Choudhary PK, Nagaraja HN. Measuring compliance in method comparison studies – an audit. In: Balakrishnan N, Kannan N, Nagaraja HN, editor. Investment and selection progress, multiple comparisons and reliability. Boston: Birkhauser; 2004. 215-44. Bland and Altman indicate that two methods developed to measure the same parameter (or property) should have a good correlation when a group of samples is selected so that the property to be determined varies considerably. Therefore, a high correlation for two methods of measuring the same property could in itself be only a sign that a widely used sample has been chosen. A high correlation does not necessarily mean that there is a good agreement between the two methods.

Odeh RE, Owen DB. Tables of normal tolerance limits, sampling plans and sampling. New York: Marcel Dekker; Although the practical implementation of the exact Method of the Carkeet Interval [19] is well illustrated, the explanation of the differences between the exact and approximate methods has mainly focused on the relative size and symmetrical/asymmetric limits of the resulting confidence limits. On the other hand, Bland-Altman`s 95% agreement limits are generally considered to be related to the measurement of compliance in comparing methods. Carkeet [19] and Carkeet and Goh [20] therefore focused on comparing approximate confidence intervals for the upper and lower limits of torque chords and tolerance intervals on both sides for normal distribution.

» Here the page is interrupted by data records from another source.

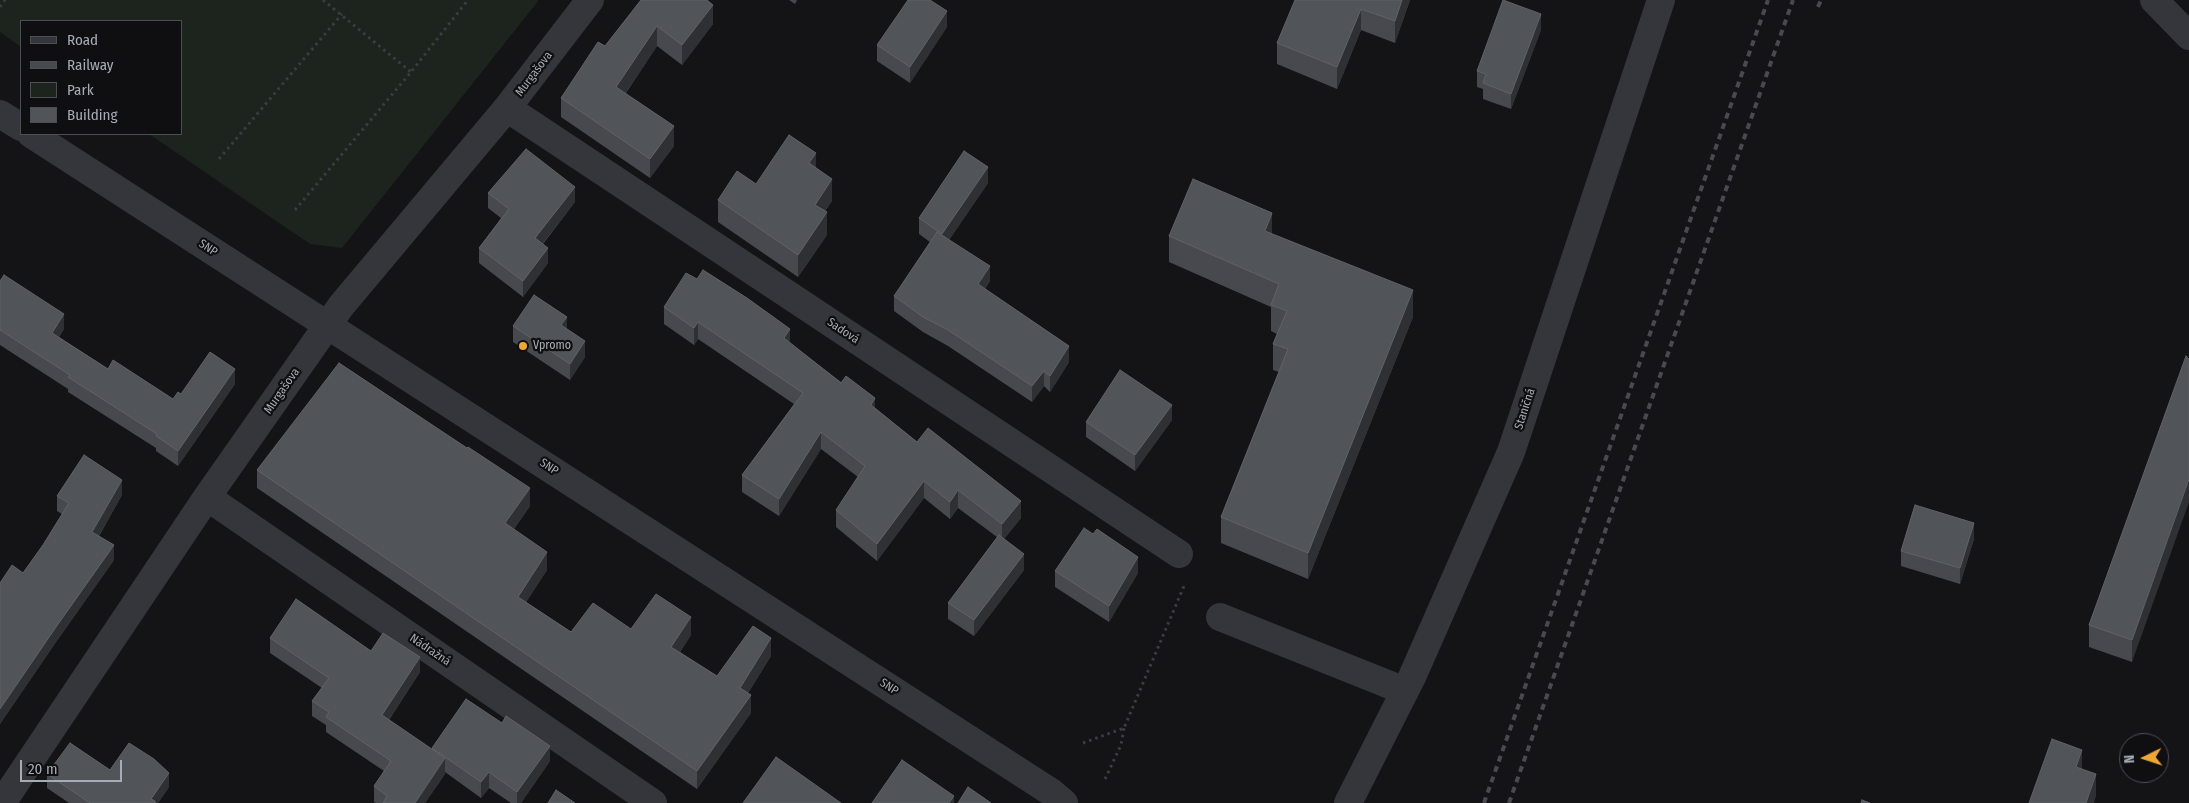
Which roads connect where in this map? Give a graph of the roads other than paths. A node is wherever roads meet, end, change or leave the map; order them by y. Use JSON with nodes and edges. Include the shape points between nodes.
{"nodes":[{"id":1,"x":590,"y":0,"type":"edge"},
{"id":2,"x":1661,"y":0,"type":"edge"},
{"id":3,"x":2154,"y":0,"type":"edge"},
{"id":4,"x":2189,"y":36,"type":"edge"},
{"id":5,"x":507,"y":108,"type":"junction"},
{"id":6,"x":0,"y":114,"type":"edge"},
{"id":7,"x":20,"y":126,"type":"edge"},
{"id":8,"x":33,"y":135,"type":"edge"},
{"id":9,"x":328,"y":324,"type":"junction"},
{"id":10,"x":207,"y":497,"type":"junction"},
{"id":11,"x":1180,"y":554,"type":"road end"},
{"id":12,"x":1220,"y":617,"type":"dead end"},
{"id":13,"x":1405,"y":691,"type":"junction"},
{"id":14,"x":2,"y":803,"type":"edge"},
{"id":15,"x":653,"y":803,"type":"edge"},
{"id":16,"x":1064,"y":803,"type":"edge"},
{"id":17,"x":1348,"y":803,"type":"edge"}],
"edges":[{"from":1,"to":5,"type":"street","name":"Murgašova"},
{"from":2,"to":13,"type":"street","name":"Staničná","via":[[1511,452]]},
{"from":3,"to":4,"type":"street"},
{"from":5,"to":9,"type":"street","name":"Murgašova"},
{"from":5,"to":11,"type":"street","name":"Sadová"},
{"from":6,"to":7,"type":"street"},
{"from":8,"to":9,"type":"street","name":"SNP"},
{"from":9,"to":10,"type":"street","name":"Murgašova"},
{"from":9,"to":16,"type":"street","name":"SNP","via":[[1043,786]]},
{"from":10,"to":14,"type":"street","name":"Murgašova"},
{"from":10,"to":15,"type":"street","name":"Nádražná"},
{"from":12,"to":13,"type":"street"},
{"from":13,"to":17,"type":"street","name":"Staničná"}]}
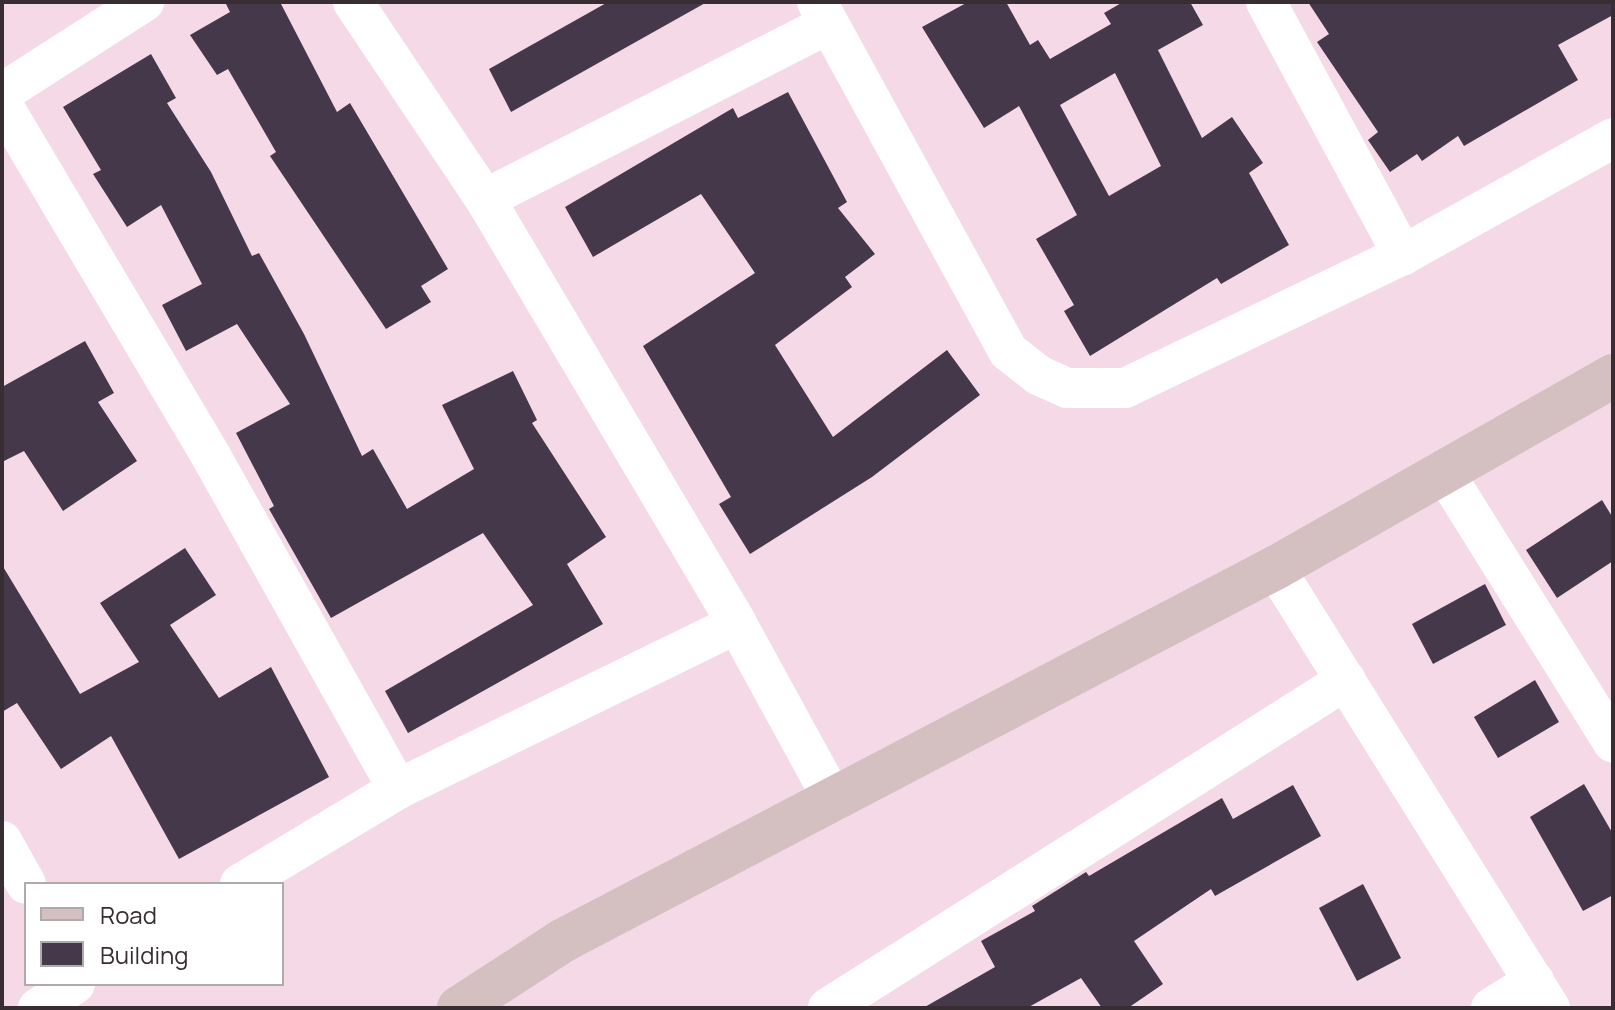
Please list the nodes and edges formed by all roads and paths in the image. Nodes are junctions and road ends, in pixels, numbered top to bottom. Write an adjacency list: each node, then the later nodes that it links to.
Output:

Therefore, the particular benefit of precise interval procedures and the ability to limit approximate confidence intervals for each upper and lower limit of the Carkeet [19] and De Carkeet and Goh [20] agreement were not fully discussed. It is practical to conduct a detailed assessment of the accuracy and discrepancy between exact and approximate interval methods for an individual match limit in a multitude of model configurations. The problem of achieving a uniform confidence interval to cover both limitations of the agreement at the same time is more involved and an in-depth discussion on this subject goes beyond the scope of this study.

Bland JM, Altman D. Statistical methods to assess the consistency between two methods of clinical measurement. Lancet. 1986;327:307–10. The delimitation shows the theoretical correlations between the different shooting sizes in order to obtain precise confidence intervals. In addition, seemingly accurate methods of reconciliation, which are also far removed from the main treasures, have unwanted confidence limits. It is found that the optimal sample size has a median or medium minimum and increases when the percentile approaches the extremes. In particular, 10,000 iteration simulation studies were conducted to calculate the probability of simulated coverage of accurate and approximate confidence intervals for percentiles in a standard distribution N (0, 1). The sample size is six different sizes: No.

10, 20, 30, 50, 100 and 200. In addition, eight probabilities of percentiles are studied: p – 0.025, 0.05, 0.10, 0.20, 0.80, 0.90, 0.95 and 0.975. For each replication, the lower and upper confidence limits () (“widehat” (Uptheta) L , “”uptheta” U, DIE A/ (“widehat” (“breithat” – “uptheta”) AL, “widehat” and “uptheta” and “breithat”) were calculated to establish unilateral confidence intervals of 95 and 97.5%, as well as reciprocal confidence intervals of 90 and 95%.